# RUSSIAN PUFF COLOR KNITTING



## mullerf (Jun 21, 2011)

I am looking for english instructions for this this kind of knitting, which is called Puff Color Knitting. 

Many beautiful designs by Russian knitters.

Are there any Russian knitters out there that could post instructions, even pictures of how to do this?

Do you know of any other name I could search by.

This is not embroidery, it is knitted in along with the garment.

Would appreciate any help finding this.


----------



## Lutie2 (Aug 24, 2011)

Look On YouTube


----------



## fergablu2 (Apr 30, 2011)

You have posted the same topic three times. Why don't you peruse the answers from the other two.

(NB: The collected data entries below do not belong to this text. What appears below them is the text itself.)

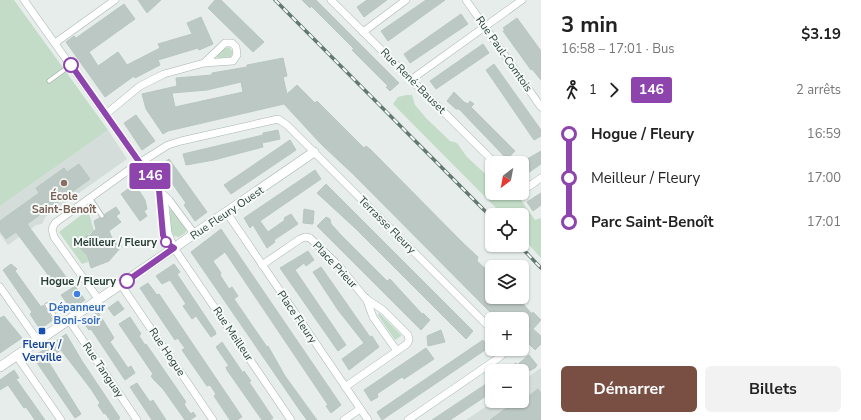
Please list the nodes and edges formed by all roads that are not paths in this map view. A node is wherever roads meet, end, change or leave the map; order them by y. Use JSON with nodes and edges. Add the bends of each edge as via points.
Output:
{"nodes":[{"id":1,"x":24,"y":0,"type":"edge"},
{"id":2,"x":115,"y":0,"type":"edge"},
{"id":3,"x":331,"y":0,"type":"edge"},
{"id":4,"x":406,"y":0,"type":"edge"},
{"id":5,"x":466,"y":0,"type":"edge"},
{"id":6,"x":522,"y":0,"type":"edge"},
{"id":7,"x":485,"y":26,"type":"junction"},
{"id":8,"x":363,"y":32,"type":"junction"},
{"id":9,"x":54,"y":43,"type":"junction"},
{"id":10,"x":204,"y":63,"type":"dead end"},
{"id":11,"x":71,"y":65,"type":"junction"},
{"id":12,"x":412,"y":80,"type":"junction"},
{"id":13,"x":49,"y":81,"type":"dead end"},
{"id":14,"x":541,"y":107,"type":"edge"},
{"id":15,"x":106,"y":114,"type":"junction"},
{"id":16,"x":314,"y":152,"type":"junction"},
{"id":17,"x":488,"y":156,"type":"edge"},
{"id":18,"x":140,"y":163,"type":"junction"},
{"id":19,"x":541,"y":178,"type":"edge"},
{"id":20,"x":529,"y":186,"type":"edge"},
{"id":21,"x":159,"y":190,"type":"junction"},
{"id":22,"x":90,"y":198,"type":"junction"},
{"id":23,"x":227,"y":213,"type":"junction"},
{"id":24,"x":102,"y":216,"type":"dead end"},
{"id":25,"x":194,"y":235,"type":"junction"},
{"id":26,"x":174,"y":248,"type":"junction"},
{"id":27,"x":262,"y":265,"type":"junction"},
{"id":28,"x":121,"y":285,"type":"junction"},
{"id":29,"x":0,"y":287,"type":"edge"},
{"id":30,"x":365,"y":298,"type":"junction"},
{"id":31,"x":99,"y":300,"type":"junction"},
{"id":32,"x":47,"y":305,"type":"dead end"},
{"id":33,"x":69,"y":320,"type":"junction"},
{"id":34,"x":485,"y":323,"type":"edge"},
{"id":35,"x":61,"y":325,"type":"junction"},
{"id":36,"x":38,"y":341,"type":"junction"},
{"id":37,"x":397,"y":351,"type":"junction"},
{"id":38,"x":16,"y":355,"type":"junction"},
{"id":39,"x":501,"y":356,"type":"edge"},
{"id":40,"x":0,"y":367,"type":"edge"},
{"id":41,"x":345,"y":387,"type":"junction"},
{"id":42,"x":360,"y":409,"type":"junction"},
{"id":43,"x":61,"y":420,"type":"edge"},
{"id":44,"x":137,"y":420,"type":"edge"},
{"id":45,"x":213,"y":420,"type":"edge"},
{"id":46,"x":291,"y":420,"type":"edge"},
{"id":47,"x":344,"y":420,"type":"edge"},
{"id":48,"x":368,"y":420,"type":"edge"},
{"id":49,"x":408,"y":420,"type":"edge"}],
"edges":[{"from":1,"to":9,"type":"street","name":"Rue Meilleur"},
{"from":2,"to":9,"type":"street"},
{"from":3,"to":8,"type":"street","name":"Rue René-Bauset"},
{"from":4,"to":8,"type":"street"},
{"from":5,"to":7,"type":"street","name":"Rue Paul-Comtois"},
{"from":6,"to":7,"type":"street"},
{"from":7,"to":12,"type":"street"},
{"from":7,"to":14,"type":"street","name":"Rue Paul-Comtois"},
{"from":8,"to":12,"type":"street","name":"Rue René-Bauset"},
{"from":9,"to":11,"type":"street","name":"Rue Meilleur"},
{"from":10,"to":15,"type":"street","via":[[170,72],[143,84]]},
{"from":11,"to":13,"type":"lane"},
{"from":11,"to":15,"type":"street","name":"Rue Meilleur"},
{"from":12,"to":17,"type":"street","name":"Rue René-Bauset"},
{"from":15,"to":18,"type":"street","name":"Rue Meilleur"},
{"from":16,"to":18,"type":"street","name":"Terrasse Fleury","via":[[281,119],[272,119],[176,142]]},
{"from":16,"to":23,"type":"street","name":"Rue Fleury Ouest"},
{"from":16,"to":34,"type":"street","name":"Terrasse Fleury"},
{"from":18,"to":21,"type":"street","name":"Rue Meilleur"},
{"from":18,"to":22,"type":"street"},
{"from":19,"to":20,"type":"street"},
{"from":21,"to":25,"type":"street","name":"Rue Meilleur"},
{"from":21,"to":26,"type":"street","name":"Rue Meilleur","via":[[165,205],[168,233]]},
{"from":22,"to":24,"type":"lane"},
{"from":22,"to":31,"type":"street","via":[[56,222],[52,228],[55,239]]},
{"from":23,"to":25,"type":"street","name":"Rue Fleury Ouest"},
{"from":23,"to":27,"type":"street","name":"Place Fleury"},
{"from":25,"to":26,"type":"street","name":"Rue Fleury Ouest"},
{"from":26,"to":28,"type":"street","name":"Rue Fleury Ouest"},
{"from":26,"to":46,"type":"street","name":"Rue Meilleur"},
{"from":27,"to":30,"type":"street","name":"Place Prieur","via":[[300,239],[309,238],[340,267]]},
{"from":27,"to":41,"type":"street","name":"Place Fleury"},
{"from":28,"to":31,"type":"street","name":"Rue Fleury Ouest"},
{"from":28,"to":45,"type":"street","name":"Rue Hogue"},
{"from":29,"to":36,"type":"street"},
{"from":30,"to":37,"type":"street","name":"Place Prieur","via":[[373,317]]},
{"from":30,"to":37,"type":"street","name":"Place Prieur","via":[[383,310],[408,335],[409,342]]},
{"from":31,"to":33,"type":"street","name":"Rue Fleury Ouest"},
{"from":32,"to":35,"type":"lane"},
{"from":33,"to":35,"type":"street","name":"Rue Fleury Ouest"},
{"from":33,"to":44,"type":"street","name":"Rue Tanguay"},
{"from":35,"to":36,"type":"street","name":"Rue Fleury Ouest"},
{"from":36,"to":38,"type":"street","name":"Rue Fleury Ouest"},
{"from":37,"to":41,"type":"street","name":"Place Prieur"},
{"from":38,"to":40,"type":"street","name":"Rue Fleury Ouest"},
{"from":38,"to":43,"type":"street"},
{"from":39,"to":49,"type":"street"},
{"from":41,"to":42,"type":"street","name":"Place Fleury"},
{"from":42,"to":47,"type":"street"},
{"from":42,"to":48,"type":"street","name":"Place Fleury"}]}
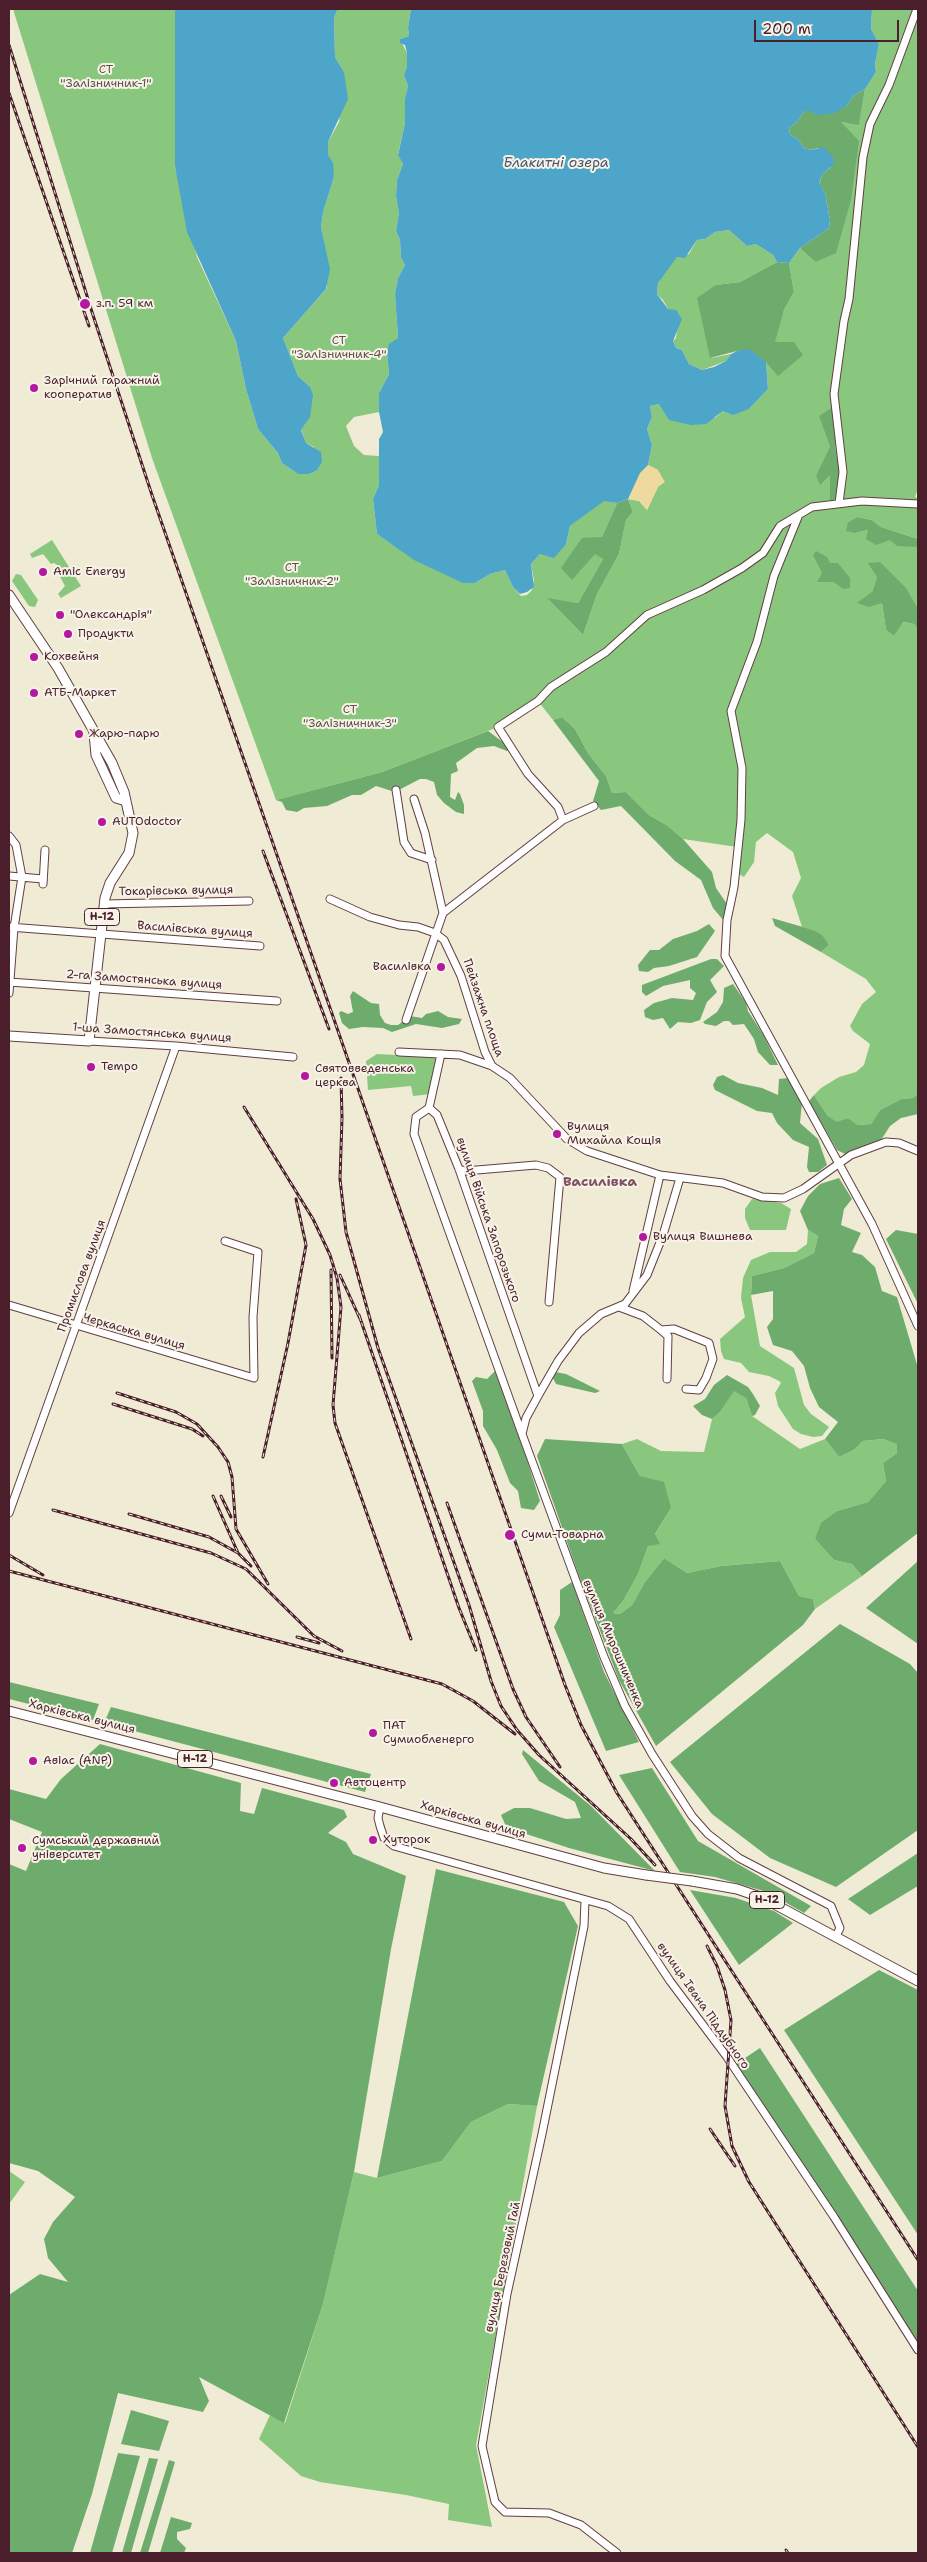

https://www.knittingparadise.com/t-601843-1.html

https://www.knittingparadise.com/t-601746-1.html


----------



## Dusti (Jan 23, 2012)

fergablu2 said:


> You have posted the same topic three times. Why don't you peruse the answers from the other two.
> 
> https://www.knittingparadise.com/t-601843-1.html
> 
> https://www.knittingparadise.com/t-601746-1.html


Some people sign in on different days. Give the lady a break!


----------



## Dusti (Jan 23, 2012)

Looks like it's added on AFTER the piece is knitted. Maybe embroidered on? I found little on it.


----------



## hildy3 (Jan 29, 2011)

GOOGLE!! Good old reliable Google! Type in How to translate Russian to English for knitting. All kinds of help comes up. Just that easy, darlin'.. Google has never failed me...my right hand helper....


----------



## rainie (Jan 12, 2013)

Dusti watch this with the sound off


----------



## Dusti (Jan 23, 2012)

I did an extensive search on google, not much on it...like I said. Still seems to me like it's embroidered onto the knitting AFTER the knitted piece has been knitted. If somebody can prove otherwise, I would like to see the how-to for it you found so this lady can be helped. She obviously wants to learn how to do it. Just trying to help.


----------



## rainie (Jan 12, 2013)

Dusti said:


> I did an extensive search on google, not much on it...like I said. Still seems to me like it's embroidered onto the knitting AFTER the knitted piece has been knitted. If somebody can prove otherwise, I would like to see the how-to for it you found so this lady can be helped. She obviously wants to learn how to do it. Just trying to help.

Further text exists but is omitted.